■ **Work instructions**: Output the records, every one, exactly as given.

-.-.-

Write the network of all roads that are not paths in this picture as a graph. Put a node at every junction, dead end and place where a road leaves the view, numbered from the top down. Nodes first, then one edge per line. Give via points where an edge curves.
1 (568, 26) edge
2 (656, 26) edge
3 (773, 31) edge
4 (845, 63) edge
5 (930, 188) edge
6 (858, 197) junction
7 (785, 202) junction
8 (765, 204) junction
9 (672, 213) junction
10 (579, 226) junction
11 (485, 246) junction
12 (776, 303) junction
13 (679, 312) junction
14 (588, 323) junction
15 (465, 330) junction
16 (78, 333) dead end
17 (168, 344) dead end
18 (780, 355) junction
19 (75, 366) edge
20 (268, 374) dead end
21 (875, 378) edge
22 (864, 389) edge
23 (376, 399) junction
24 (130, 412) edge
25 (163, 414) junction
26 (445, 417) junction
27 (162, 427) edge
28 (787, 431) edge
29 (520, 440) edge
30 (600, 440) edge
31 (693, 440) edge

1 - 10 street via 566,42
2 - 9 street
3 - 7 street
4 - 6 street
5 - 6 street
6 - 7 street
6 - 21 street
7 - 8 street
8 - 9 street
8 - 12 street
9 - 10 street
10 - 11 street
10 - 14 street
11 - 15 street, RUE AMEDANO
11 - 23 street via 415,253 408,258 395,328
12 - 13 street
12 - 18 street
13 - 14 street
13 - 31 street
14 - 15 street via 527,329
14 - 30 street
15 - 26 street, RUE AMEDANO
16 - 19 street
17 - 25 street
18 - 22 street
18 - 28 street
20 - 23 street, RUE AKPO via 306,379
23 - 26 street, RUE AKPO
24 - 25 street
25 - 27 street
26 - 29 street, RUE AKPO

-.-.-

■ **Response below**:
Write the network of all roads that are not paths in this picture as a graph. Put a node at every junction, dead end and place where a road leaves the view, numbered from the top down. Nodes first, then one edge per line. Give via points where an edge curves.
1 (568, 26) edge
2 (656, 26) edge
3 (773, 31) edge
4 (845, 63) edge
5 (930, 188) edge
6 (858, 197) junction
7 (785, 202) junction
8 (765, 204) junction
9 (672, 213) junction
10 (579, 226) junction
11 (485, 246) junction
12 (776, 303) junction
13 (679, 312) junction
14 (588, 323) junction
15 (465, 330) junction
16 (78, 333) dead end
17 (168, 344) dead end
18 (780, 355) junction
19 (75, 366) edge
20 (268, 374) dead end
21 (875, 378) edge
22 (864, 389) edge
23 (376, 399) junction
24 (130, 412) edge
25 (163, 414) junction
26 (445, 417) junction
27 (162, 427) edge
28 (787, 431) edge
29 (520, 440) edge
30 (600, 440) edge
31 (693, 440) edge

1 - 10 street via 566,42
2 - 9 street
3 - 7 street
4 - 6 street
5 - 6 street
6 - 7 street
6 - 21 street
7 - 8 street
8 - 9 street
8 - 12 street
9 - 10 street
10 - 11 street
10 - 14 street
11 - 15 street, RUE AMEDANO
11 - 23 street via 415,253 408,258 395,328
12 - 13 street
12 - 18 street
13 - 14 street
13 - 31 street
14 - 15 street via 527,329
14 - 30 street
15 - 26 street, RUE AMEDANO
16 - 19 street
17 - 25 street
18 - 22 street
18 - 28 street
20 - 23 street, RUE AKPO via 306,379
23 - 26 street, RUE AKPO
24 - 25 street
25 - 27 street
26 - 29 street, RUE AKPO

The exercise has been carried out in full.